The store on McFarland Boulevard in Tuscaloosa was renamed to Bruno's Supermarket by owner Bill White. In spring 2014, the store's refrigeration units broke and were unable to be fixed. After discontinuing the sale of frozen foods, the store closed permanently a few months later.

==Stores==
Bruno's operated multiple store formats over the years. Bruno's operated as a combination-store format, while Food World and Fresh Value were conventional formats. FoodMax combined elements of Bruno's and Food World, and Food Fair and Piggly Wiggly were neighborhood stores.

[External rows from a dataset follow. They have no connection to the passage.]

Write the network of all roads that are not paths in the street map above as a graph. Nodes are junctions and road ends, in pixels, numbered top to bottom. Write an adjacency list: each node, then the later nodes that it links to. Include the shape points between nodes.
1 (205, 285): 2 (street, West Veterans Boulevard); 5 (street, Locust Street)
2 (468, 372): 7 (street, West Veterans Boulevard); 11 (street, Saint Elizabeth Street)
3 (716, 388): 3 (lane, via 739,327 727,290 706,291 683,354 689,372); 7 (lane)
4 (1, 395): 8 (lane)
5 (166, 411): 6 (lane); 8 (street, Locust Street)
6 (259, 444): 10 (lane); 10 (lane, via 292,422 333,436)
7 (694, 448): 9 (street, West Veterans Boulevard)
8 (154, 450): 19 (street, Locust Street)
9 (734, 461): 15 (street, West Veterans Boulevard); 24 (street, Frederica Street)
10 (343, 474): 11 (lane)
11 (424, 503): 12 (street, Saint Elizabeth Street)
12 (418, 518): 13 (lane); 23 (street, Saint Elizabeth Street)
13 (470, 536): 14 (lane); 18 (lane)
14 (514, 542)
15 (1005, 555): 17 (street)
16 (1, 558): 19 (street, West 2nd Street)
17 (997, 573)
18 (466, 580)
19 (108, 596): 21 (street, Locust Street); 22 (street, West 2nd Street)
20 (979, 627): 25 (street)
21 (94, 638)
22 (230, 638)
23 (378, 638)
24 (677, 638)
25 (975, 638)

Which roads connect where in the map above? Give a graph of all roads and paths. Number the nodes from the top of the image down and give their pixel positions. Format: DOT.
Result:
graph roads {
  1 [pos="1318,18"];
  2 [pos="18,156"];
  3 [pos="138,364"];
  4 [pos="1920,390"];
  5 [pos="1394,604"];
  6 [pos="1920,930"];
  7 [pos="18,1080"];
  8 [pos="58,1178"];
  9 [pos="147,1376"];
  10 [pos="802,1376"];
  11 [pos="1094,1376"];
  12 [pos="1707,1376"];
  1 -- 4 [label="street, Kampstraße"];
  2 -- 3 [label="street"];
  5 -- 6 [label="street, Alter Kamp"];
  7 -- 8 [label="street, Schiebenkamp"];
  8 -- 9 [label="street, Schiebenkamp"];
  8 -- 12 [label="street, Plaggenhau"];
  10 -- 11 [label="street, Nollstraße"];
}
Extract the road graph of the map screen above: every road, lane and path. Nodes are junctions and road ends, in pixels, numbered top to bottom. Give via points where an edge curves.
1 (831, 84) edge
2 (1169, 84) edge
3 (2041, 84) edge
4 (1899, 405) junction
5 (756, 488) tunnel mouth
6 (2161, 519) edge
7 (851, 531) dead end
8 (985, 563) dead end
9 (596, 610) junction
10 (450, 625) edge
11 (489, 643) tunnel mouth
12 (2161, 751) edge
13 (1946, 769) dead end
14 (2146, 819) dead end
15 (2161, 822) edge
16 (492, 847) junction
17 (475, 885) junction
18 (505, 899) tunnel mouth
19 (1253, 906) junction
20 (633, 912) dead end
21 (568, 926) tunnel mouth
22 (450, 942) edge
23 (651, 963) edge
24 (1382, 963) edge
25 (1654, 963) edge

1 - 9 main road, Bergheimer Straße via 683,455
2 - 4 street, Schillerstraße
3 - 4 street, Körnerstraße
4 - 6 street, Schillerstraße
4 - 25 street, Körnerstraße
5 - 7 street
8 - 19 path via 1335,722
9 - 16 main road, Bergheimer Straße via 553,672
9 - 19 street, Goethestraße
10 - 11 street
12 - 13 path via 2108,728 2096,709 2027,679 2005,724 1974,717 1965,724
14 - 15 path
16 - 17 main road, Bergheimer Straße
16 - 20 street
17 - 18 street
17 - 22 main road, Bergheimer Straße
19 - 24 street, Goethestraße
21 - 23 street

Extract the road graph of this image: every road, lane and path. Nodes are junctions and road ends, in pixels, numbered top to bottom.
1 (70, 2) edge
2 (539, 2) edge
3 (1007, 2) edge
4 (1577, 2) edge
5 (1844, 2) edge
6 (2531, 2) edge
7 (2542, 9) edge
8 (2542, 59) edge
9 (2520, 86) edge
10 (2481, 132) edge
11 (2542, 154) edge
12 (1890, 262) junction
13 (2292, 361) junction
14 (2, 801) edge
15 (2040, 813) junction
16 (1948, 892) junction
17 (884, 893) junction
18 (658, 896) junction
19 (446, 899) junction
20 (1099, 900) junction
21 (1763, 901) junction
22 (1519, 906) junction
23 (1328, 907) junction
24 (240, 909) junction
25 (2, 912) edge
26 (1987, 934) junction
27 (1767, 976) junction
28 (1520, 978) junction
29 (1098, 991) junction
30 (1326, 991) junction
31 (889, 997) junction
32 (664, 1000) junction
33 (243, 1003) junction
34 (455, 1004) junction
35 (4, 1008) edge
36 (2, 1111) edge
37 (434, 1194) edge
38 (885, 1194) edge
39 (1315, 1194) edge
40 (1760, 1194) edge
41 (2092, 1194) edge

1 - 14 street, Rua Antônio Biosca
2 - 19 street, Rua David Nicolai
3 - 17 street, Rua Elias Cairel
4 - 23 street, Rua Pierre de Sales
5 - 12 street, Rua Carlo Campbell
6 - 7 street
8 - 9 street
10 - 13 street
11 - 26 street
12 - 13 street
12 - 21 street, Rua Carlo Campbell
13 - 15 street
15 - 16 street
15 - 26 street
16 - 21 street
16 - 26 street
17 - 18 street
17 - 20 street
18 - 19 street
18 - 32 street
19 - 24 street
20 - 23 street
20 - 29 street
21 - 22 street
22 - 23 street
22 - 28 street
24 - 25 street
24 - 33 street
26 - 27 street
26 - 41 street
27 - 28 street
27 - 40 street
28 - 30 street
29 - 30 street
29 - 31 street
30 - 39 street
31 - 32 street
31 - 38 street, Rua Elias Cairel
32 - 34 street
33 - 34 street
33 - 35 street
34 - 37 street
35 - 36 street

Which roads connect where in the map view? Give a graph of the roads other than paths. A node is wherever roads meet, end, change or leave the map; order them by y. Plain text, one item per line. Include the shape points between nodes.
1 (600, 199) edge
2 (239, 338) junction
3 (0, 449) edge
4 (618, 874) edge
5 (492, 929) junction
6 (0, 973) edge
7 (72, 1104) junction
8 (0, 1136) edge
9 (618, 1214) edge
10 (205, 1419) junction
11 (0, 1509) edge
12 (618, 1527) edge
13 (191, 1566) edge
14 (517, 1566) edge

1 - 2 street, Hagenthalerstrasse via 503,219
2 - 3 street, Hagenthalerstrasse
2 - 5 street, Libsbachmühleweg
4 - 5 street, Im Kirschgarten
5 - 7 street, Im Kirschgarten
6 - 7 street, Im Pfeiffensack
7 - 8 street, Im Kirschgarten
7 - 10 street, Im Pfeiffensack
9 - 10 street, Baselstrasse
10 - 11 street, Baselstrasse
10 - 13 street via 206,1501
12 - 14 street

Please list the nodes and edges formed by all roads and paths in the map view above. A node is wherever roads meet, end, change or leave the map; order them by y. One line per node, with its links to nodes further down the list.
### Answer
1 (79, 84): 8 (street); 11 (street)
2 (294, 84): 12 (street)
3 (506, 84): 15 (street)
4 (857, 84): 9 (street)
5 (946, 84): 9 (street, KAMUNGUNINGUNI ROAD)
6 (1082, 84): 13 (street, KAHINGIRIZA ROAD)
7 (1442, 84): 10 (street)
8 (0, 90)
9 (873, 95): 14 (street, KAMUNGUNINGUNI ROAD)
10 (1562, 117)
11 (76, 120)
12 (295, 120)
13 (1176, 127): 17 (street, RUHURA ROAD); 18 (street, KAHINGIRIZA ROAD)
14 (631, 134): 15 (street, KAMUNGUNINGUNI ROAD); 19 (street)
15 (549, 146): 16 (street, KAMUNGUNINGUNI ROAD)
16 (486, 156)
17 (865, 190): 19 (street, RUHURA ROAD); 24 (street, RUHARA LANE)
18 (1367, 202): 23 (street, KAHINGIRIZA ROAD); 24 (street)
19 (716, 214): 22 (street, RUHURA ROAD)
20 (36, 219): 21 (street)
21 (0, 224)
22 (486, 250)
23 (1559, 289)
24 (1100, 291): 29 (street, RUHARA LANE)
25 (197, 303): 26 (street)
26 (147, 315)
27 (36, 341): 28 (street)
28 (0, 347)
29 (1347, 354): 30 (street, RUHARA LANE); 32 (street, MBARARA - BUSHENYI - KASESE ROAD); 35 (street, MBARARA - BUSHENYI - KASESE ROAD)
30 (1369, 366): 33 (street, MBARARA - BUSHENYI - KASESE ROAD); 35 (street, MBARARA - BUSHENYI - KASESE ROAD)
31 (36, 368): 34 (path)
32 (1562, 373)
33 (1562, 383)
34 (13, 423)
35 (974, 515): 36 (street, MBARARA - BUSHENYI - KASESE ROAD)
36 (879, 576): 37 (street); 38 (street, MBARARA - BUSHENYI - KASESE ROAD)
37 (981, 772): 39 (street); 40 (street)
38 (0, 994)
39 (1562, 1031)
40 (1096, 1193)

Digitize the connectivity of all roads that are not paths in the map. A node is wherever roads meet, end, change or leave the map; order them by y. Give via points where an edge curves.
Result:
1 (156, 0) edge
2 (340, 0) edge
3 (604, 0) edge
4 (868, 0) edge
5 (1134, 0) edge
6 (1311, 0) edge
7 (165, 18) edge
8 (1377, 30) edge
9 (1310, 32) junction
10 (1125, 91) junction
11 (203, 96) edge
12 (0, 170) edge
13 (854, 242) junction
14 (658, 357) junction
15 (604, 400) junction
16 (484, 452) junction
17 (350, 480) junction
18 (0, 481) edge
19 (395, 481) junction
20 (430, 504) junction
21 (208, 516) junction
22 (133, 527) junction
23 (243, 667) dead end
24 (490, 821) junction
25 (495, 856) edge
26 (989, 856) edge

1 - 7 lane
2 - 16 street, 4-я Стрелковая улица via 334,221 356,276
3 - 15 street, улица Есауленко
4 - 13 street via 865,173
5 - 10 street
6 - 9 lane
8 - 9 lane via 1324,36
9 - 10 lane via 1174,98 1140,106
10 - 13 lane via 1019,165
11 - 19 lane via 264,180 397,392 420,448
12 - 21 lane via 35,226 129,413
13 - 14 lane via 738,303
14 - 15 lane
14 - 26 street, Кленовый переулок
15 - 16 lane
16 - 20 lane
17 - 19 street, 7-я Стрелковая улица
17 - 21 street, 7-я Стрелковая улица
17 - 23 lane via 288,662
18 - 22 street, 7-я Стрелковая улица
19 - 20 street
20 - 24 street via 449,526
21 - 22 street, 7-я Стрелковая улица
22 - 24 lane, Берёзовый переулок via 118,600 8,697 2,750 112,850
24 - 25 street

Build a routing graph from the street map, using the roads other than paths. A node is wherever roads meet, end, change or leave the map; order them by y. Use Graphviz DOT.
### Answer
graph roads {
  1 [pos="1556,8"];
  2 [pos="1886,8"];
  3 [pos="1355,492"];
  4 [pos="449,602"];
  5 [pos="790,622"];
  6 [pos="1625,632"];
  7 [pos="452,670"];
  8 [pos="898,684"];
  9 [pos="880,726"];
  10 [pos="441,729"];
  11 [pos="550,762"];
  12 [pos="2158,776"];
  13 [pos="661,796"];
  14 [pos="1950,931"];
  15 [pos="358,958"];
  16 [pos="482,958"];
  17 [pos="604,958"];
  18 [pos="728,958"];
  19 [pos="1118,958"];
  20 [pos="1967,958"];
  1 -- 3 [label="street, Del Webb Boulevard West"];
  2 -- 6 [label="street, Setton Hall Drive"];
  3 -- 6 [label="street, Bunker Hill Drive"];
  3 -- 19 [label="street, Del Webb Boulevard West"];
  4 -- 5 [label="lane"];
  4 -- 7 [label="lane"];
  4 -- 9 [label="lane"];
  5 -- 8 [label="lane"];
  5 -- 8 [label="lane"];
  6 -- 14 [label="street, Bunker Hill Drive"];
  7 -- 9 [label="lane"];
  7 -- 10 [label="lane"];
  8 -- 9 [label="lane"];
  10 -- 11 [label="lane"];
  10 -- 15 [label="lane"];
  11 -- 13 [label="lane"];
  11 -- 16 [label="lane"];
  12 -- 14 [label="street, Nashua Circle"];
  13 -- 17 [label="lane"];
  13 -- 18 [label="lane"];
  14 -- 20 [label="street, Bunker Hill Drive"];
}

Other stores under the company's control were Consumer Warehouse Foods, Bruno's Finer Foods, and Bruno's Food and Pharmacy. Vincent's Market, was tried in a one-location experiment in Homewood, Alabama. The experimental store featured a wide variety of prepared foods as well as regular grocery sales. Around 2000, Vincent's Market was converted to the Bruno's nameplate, and the Vincent's Market name was applied to the deli/bakery departments in all existing Bruno's stores.

==Sports sponsorship==
In an effort to memorialize Angelo and Lee Bruno, The Bruno's Classic, a PGA Seniors Tour tournament that had been announced just prior to the crash, was renamed the Bruno's Memorial Classic. After 14 years in Birmingham, the tournament moved to Hoover in 2005.

The ARCA race at Talledega was sponsored by Bruno's subsidiary Food World from 1994 to 1995 and again from 2001 to 2006. It was called the Food World 500k in 1994 and 1995, the Food World 300 from 2001 to 2005 and the Food World 250 in 2006.